Rafe cursed under his breath, “Who the hell are you?” and chased after him.
The rain hit the pavement in silver sheets as he burst through the cafe door.
“Rafe? Where are you going?!”
He ignored Amara’s calls, his attention drilled to one person. The system user.
“Hey!” Rafe called out. The man didn’t stop.
He moved fast, dancing through the crowd like smoke, slipping between pedestrians and puddles with so much precision.
Rafe followed, shoving past people, ignoring their protests. His shoes splashed through puddles, breath clouding in the cold air.
The man turned down a narrow side street, glancing back once, his eyes glowing faintly blue.
Rafe’s pulse spiked. He really is a System user too.
“Stop!” Rafe shouted. “You— you know about it, don’t you?”
The man didn’t respond. Instead, he darted across the street as a car honked, brakes screeching inches away.

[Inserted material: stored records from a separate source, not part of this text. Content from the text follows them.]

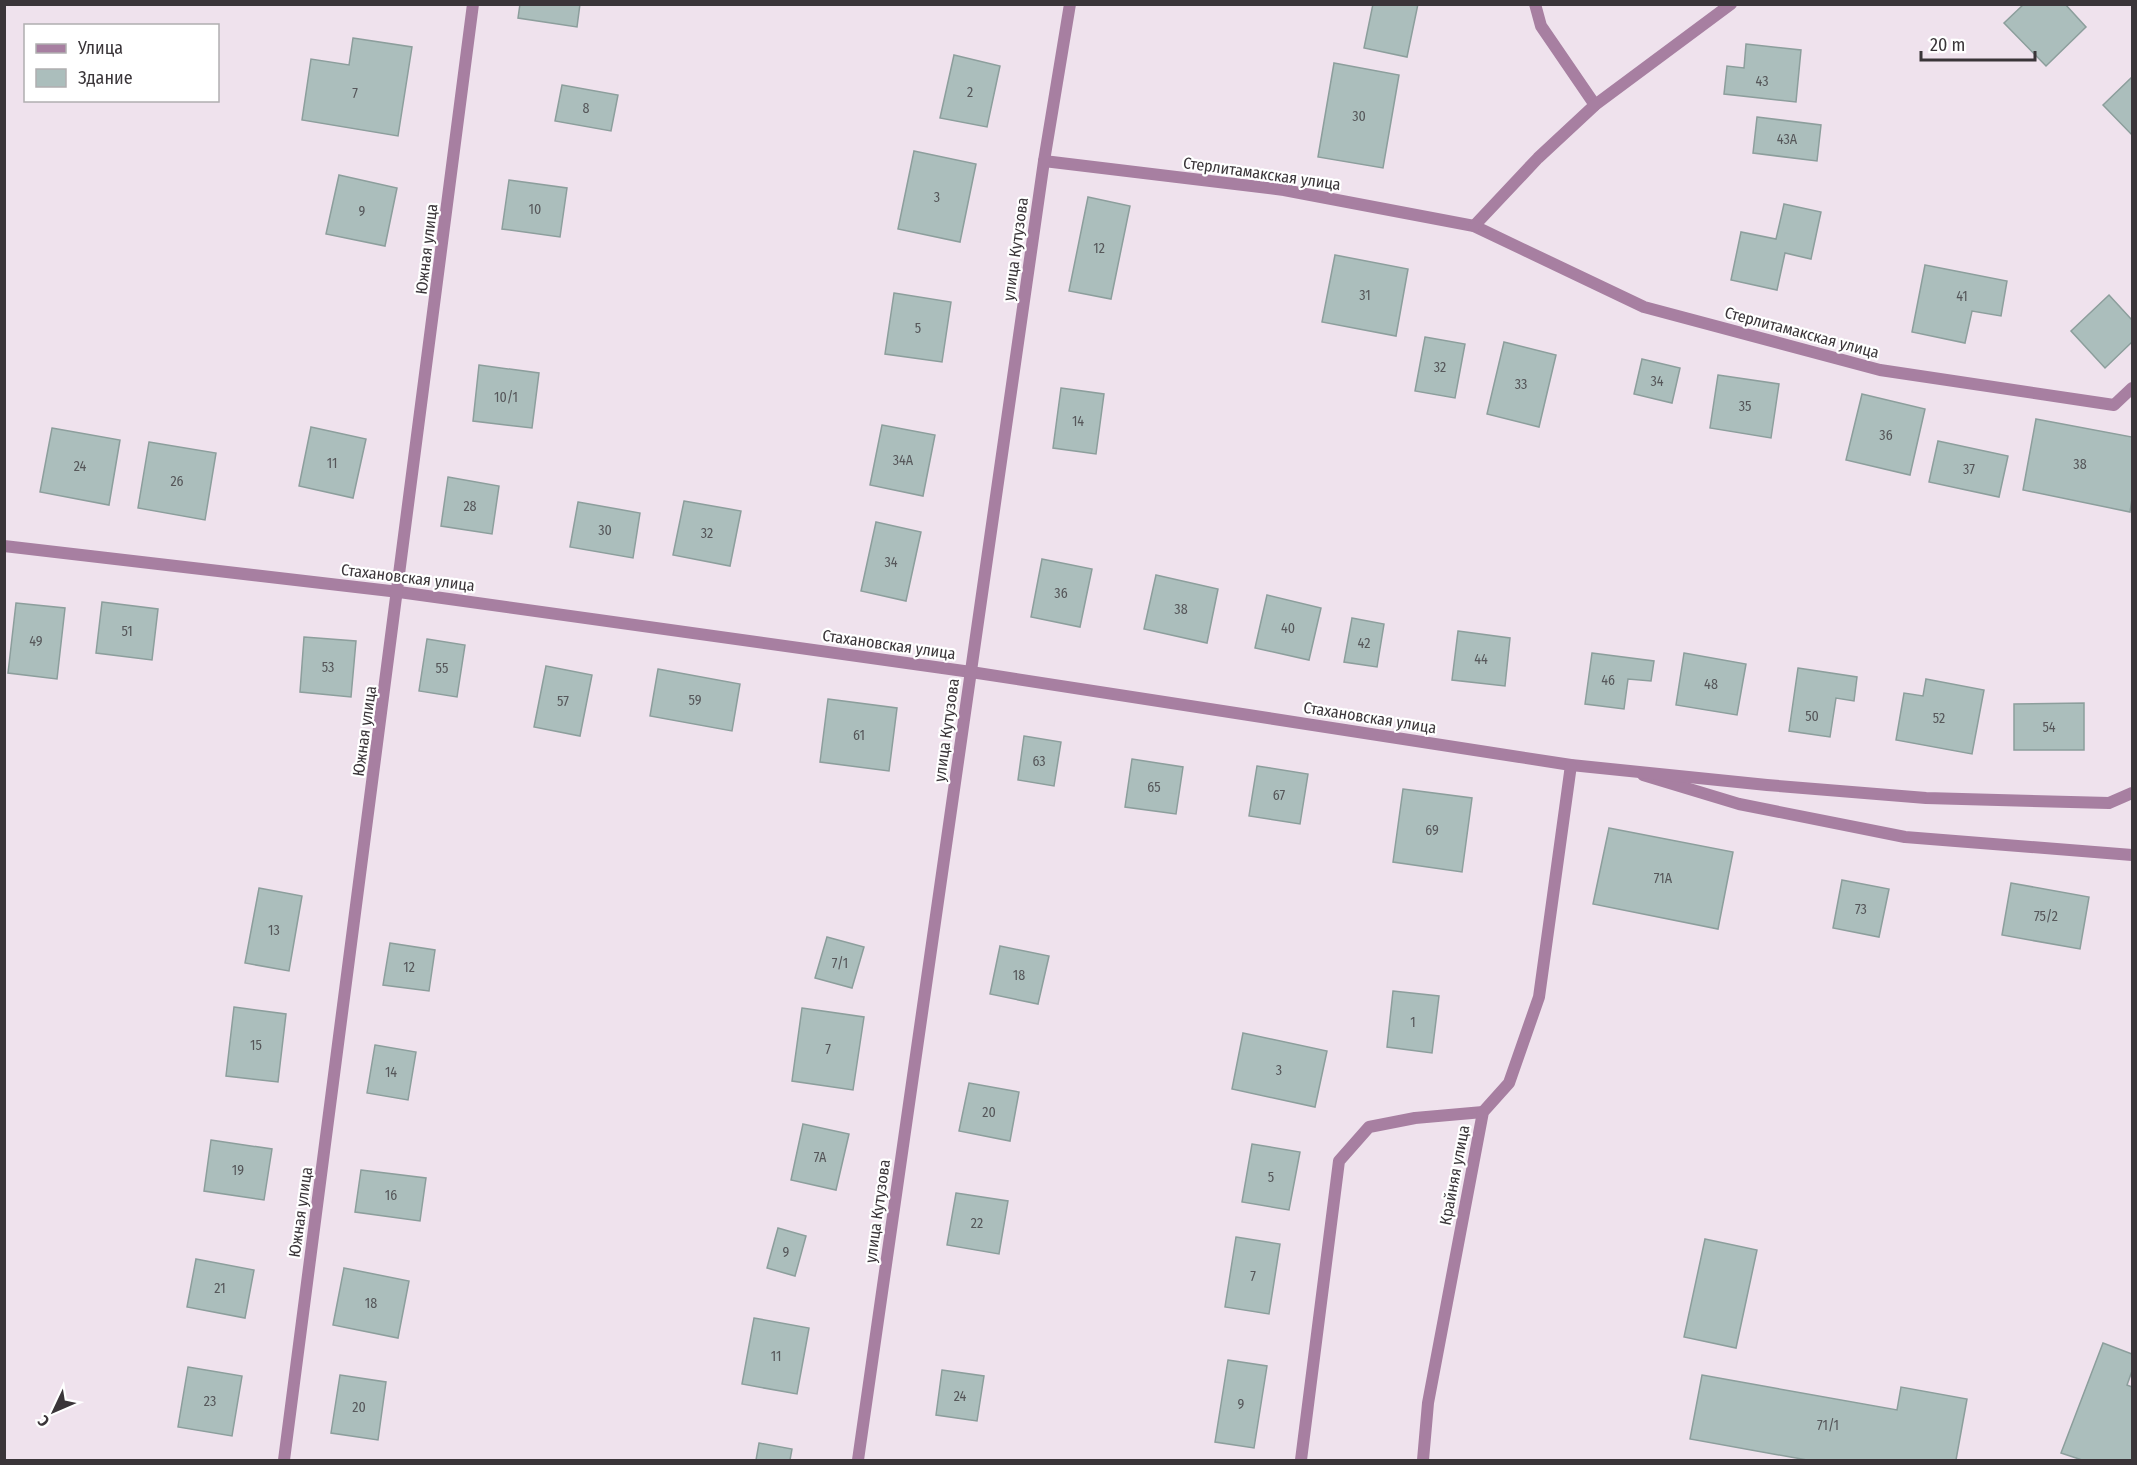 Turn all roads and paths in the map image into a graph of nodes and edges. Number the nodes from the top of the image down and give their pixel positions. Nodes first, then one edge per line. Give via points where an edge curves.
1 (473, 4) edge
2 (1070, 4) edge
3 (1535, 4) edge
4 (1731, 4) edge
5 (1595, 105) junction
6 (1044, 161) junction
7 (1474, 226) junction
8 (2133, 388) edge
9 (4, 546) edge
10 (399, 592) junction
11 (971, 672) junction
12 (1571, 765) junction
13 (1631, 772) junction
14 (2133, 793) edge
15 (2133, 855) edge
16 (1483, 1112) junction
17 (284, 1461) edge
18 (858, 1461) edge
19 (1301, 1461) edge
20 (1423, 1461) edge

1 - 10 street, Южная улица
2 - 6 street, улица Кутузова
3 - 5 street via 1541,26
4 - 5 street
5 - 7 street
6 - 7 street, Стерлитамакская улица via 1284,190
6 - 11 street, улица Кутузова
7 - 8 street, Стерлитамакская улица via 1644,306 1880,370 2114,405
9 - 10 street, Стахановская улица
10 - 11 street, Стахановская улица
10 - 17 street, Южная улица
11 - 12 street, Стахановская улица
11 - 18 street, улица Кутузова
12 - 13 street, Стахановская улица
12 - 16 street, Крайняя улица via 1539,997 1509,1083
13 - 14 street, Стахановская улица via 1926,798 2109,803
13 - 15 street via 1739,804 1905,837
16 - 19 street via 1369,1126 1339,1161
16 - 20 street, Крайняя улица via 1428,1403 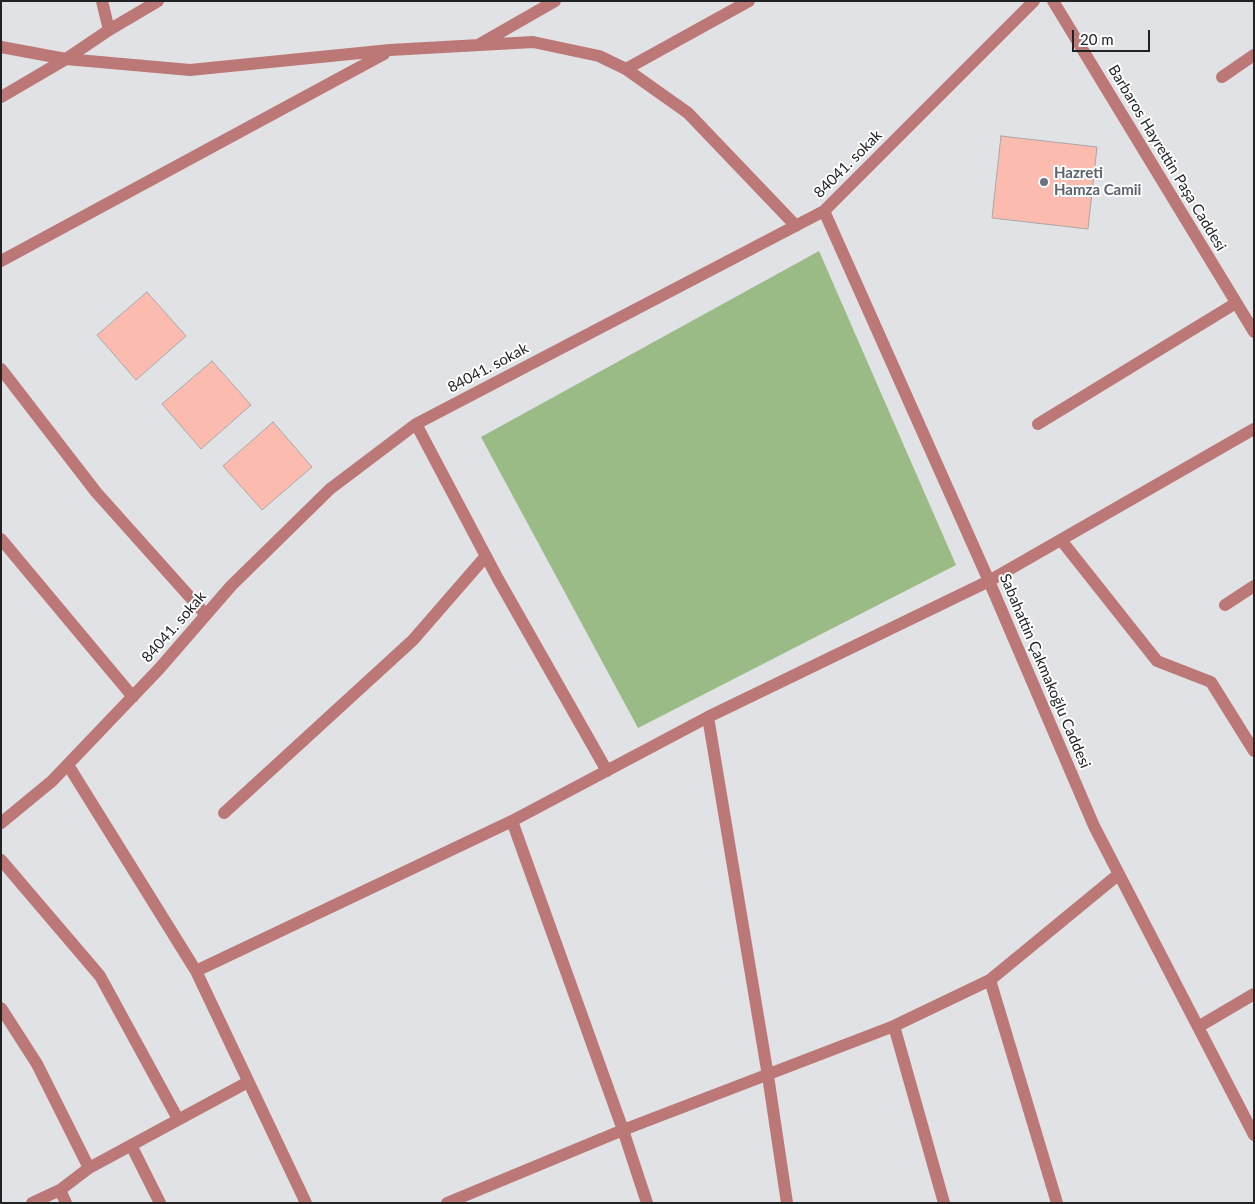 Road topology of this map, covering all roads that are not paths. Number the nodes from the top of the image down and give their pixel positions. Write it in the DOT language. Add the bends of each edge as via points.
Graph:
graph roads {
  1 [pos="102,1"];
  2 [pos="158,1"];
  3 [pos="555,1"];
  4 [pos="749,1"];
  5 [pos="1034,1"];
  6 [pos="1053,1"];
  7 [pos="109,30"];
  8 [pos="475,46"];
  9 [pos="1,48"];
  10 [pos="390,50"];
  11 [pos="1254,55"];
  12 [pos="66,59"];
  13 [pos="626,69"];
  14 [pos="1222,77"];
  15 [pos="1,97"];
  16 [pos="824,210"];
  17 [pos="796,226"];
  18 [pos="1,261"];
  19 [pos="1236,303"];
  20 [pos="1254,332"];
  21 [pos="1,369"];
  22 [pos="416,424"];
  23 [pos="1038,424"];
  24 [pos="1254,430"];
  25 [pos="1,539"];
  26 [pos="1061,540"];
  27 [pos="486,556"];
  28 [pos="989,581"];
  29 [pos="1254,586"];
  30 [pos="1225,605"];
  31 [pos="206,615"];
  32 [pos="133,697"];
  33 [pos="708,716"];
  34 [pos="1254,751"];
  35 [pos="68,765"];
  36 [pos="607,771"];
  37 [pos="224,813"];
  38 [pos="512,821"];
  39 [pos="1,823"];
  40 [pos="1,860"];
  41 [pos="1119,874"];
  42 [pos="196,970"];
  43 [pos="990,980"];
  44 [pos="1254,994"];
  45 [pos="1,1008"];
  46 [pos="894,1026"];
  47 [pos="1198,1027"];
  48 [pos="768,1076"];
  49 [pos="248,1082"];
  50 [pos="178,1119"];
  51 [pos="623,1130"];
  52 [pos="1254,1135"];
  53 [pos="131,1144"];
  54 [pos="88,1168"];
  55 [pos="60,1190"];
  56 [pos="32,1203"];
  57 [pos="66,1203"];
  58 [pos="160,1203"];
  59 [pos="306,1203"];
  60 [pos="447,1203"];
  61 [pos="646,1203"];
  62 [pos="787,1203"];
  63 [pos="944,1203"];
  64 [pos="1057,1203"];
  1 -- 7 [label="street"];
  2 -- 7 [label="street"];
  3 -- 8 [label="street"];
  4 -- 13 [label="street"];
  5 -- 16 [label="street, 84041. sokak"];
  6 -- 19 [label="street, Barbaros Hayrettin Paşa Caddesi"];
  7 -- 12 [label="street"];
  8 -- 10 [label="street"];
  8 -- 13 [label="street" via="533,42 599,56"];
  9 -- 12 [label="street"];
  10 -- 12 [label="street" via="190,70"];
  10 -- 18 [label="street"];
  11 -- 14 [label="street"];
  12 -- 15 [label="street"];
  13 -- 17 [label="street" via="688,113"];
  16 -- 17 [label="street, 84041. sokak"];
  16 -- 28 [label="street, Sabahattin Çakmakoğlu Caddesi"];
  17 -- 22 [label="street, 84041. sokak"];
  19 -- 20 [label="street, Barbaros Hayrettin Paşa Caddesi"];
  19 -- 23 [label="street"];
  21 -- 31 [label="street" via="96,492"];
  22 -- 27 [label="street"];
  22 -- 31 [label="street, 84041. sokak" via="330,490"];
  24 -- 26 [label="street"];
  25 -- 32 [label="street"];
  26 -- 28 [label="street"];
  26 -- 34 [label="street" via="1156,661 1211,682"];
  27 -- 36 [label="street"];
  27 -- 37 [label="street" via="413,640"];
  28 -- 33 [label="street"];
  28 -- 41 [label="street, Sabahattin Çakmakoğlu Caddesi" via="1094,826"];
  29 -- 30 [label="street"];
  31 -- 32 [label="street, 84041. sokak"];
  32 -- 35 [label="street, 84041. sokak"];
  33 -- 36 [label="street"];
  33 -- 48 [label="street"];
  35 -- 39 [label="street, 84041. sokak"];
  35 -- 42 [label="street"];
  36 -- 38 [label="street"];
  38 -- 42 [label="street"];
  38 -- 51 [label="street"];
  40 -- 50 [label="street" via="100,976"];
  41 -- 43 [label="street"];
  41 -- 47 [label="street, Sabahattin Çakmakoğlu Caddesi"];
  42 -- 49 [label="street"];
  43 -- 46 [label="street"];
  43 -- 64 [label="street"];
  44 -- 47 [label="street"];
  45 -- 54 [label="street" via="38,1064"];
  46 -- 48 [label="street"];
  46 -- 63 [label="street"];
  47 -- 52 [label="street, Sabahattin Çakmakoğlu Caddesi"];
  48 -- 51 [label="street"];
  48 -- 62 [label="street"];
  49 -- 50 [label="street"];
  49 -- 59 [label="street"];
  50 -- 53 [label="street"];
  51 -- 60 [label="street"];
  51 -- 61 [label="street"];
  53 -- 54 [label="street"];
  53 -- 58 [label="street"];
  54 -- 55 [label="street"];
  55 -- 56 [label="street"];
  55 -- 57 [label="street"];
} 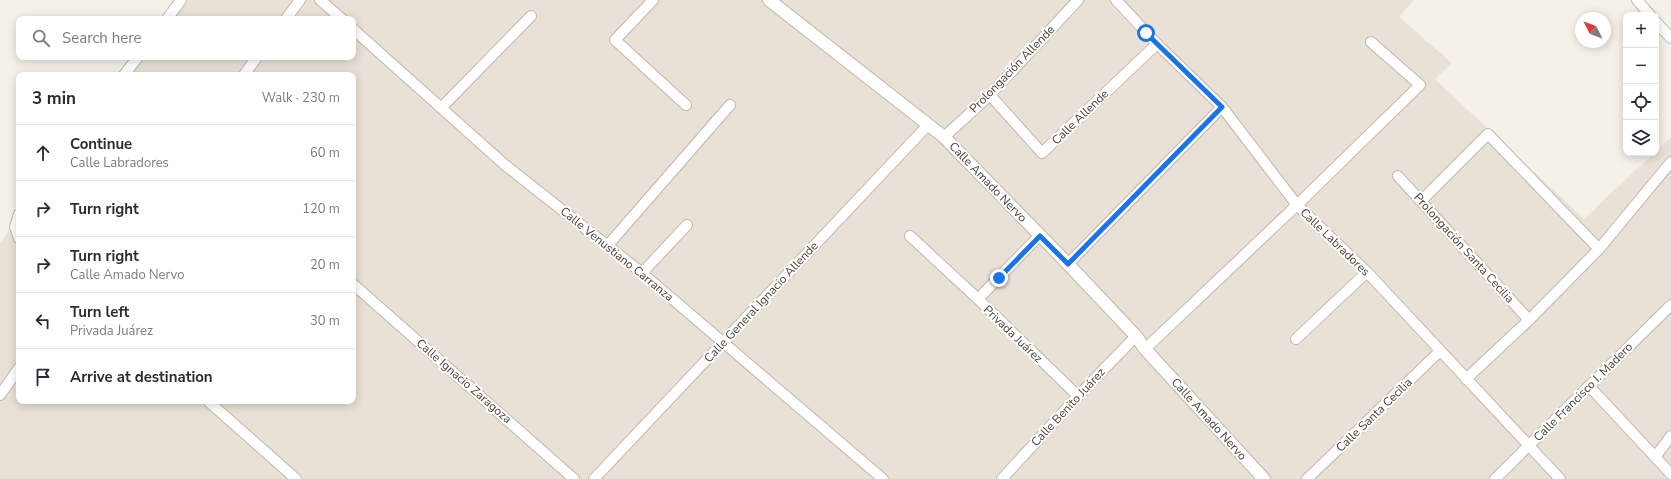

Rafe barely cleared the next lane, his jacket sleeve brushing against a side mirror. His lungs burned, but adrenaline drowned most of the pain out.
They reached the edge of South Bank, the curve of the Thames visible in the distance. The man jumped over a low fence, sprinting into an alley choked with steam from an open vent.
Rafe followed without thinking. His footsteps echoed off the wet brick walls.
He could hear the man’s boots ahead, steady and heavy, until they suddenly stopped.
Rafe skidded around the corner, nothing.
The alley was empty.
He blinked, chest heaving. “Where—”
A soft clink of metal drew his attention upward.
The man was climbing the fire escape ladder, and fast.
Rafe gritted his teeth. “You’ve got to be fucking kidding me.”
He grabbed the ladder and followed, the metal cold and slick under his fingers. Rain made the bars slippery, but he climbed anyway, ignoring his screaming muscles.
Halfway up, lightning flashed across the sky, painting the city in white. For a moment, Rafe saw the man clearly, standing at the top, silhouetted against the skyline, watching him.
“Why are you following me?” Rafe shouted.
The man with nowhere else to run or hide, turned slowly.
“Because you’re the newest one.”
Rafe’s fingers twitched. “Newest what?”
The man took a few steps closer, enough for Rafe to see his face, lines carved by time and regret, eyes too calm for someone who’d been running.
“The newest user,” he said quietly. “The System doesn’t make mistakes. It picked you.”
Rafe froze. “You know about it.”
“I did,” the man replied. “A long time ago.”
The rain hissed between them. Somewhere below, a car horn blared, muffled by the distance from the roof.
Rafe studied him. He was older, mid-forties, maybe fifties, but something in his expression felt ageless. “Who are you?”
The man smiled faintly. “Name’s Noah Ward. You won’t find me online, or in any record. The System erased that the day I failed it.”
Rafe’s pulse spiked. “Failed?”
Noah nodded, turning his gaze to the skyline. “It gives you missions, doesn’t it? Rewards. Opportunities. Power. It whispers to you like it knows what you need most. You think it's chance. It’s not.”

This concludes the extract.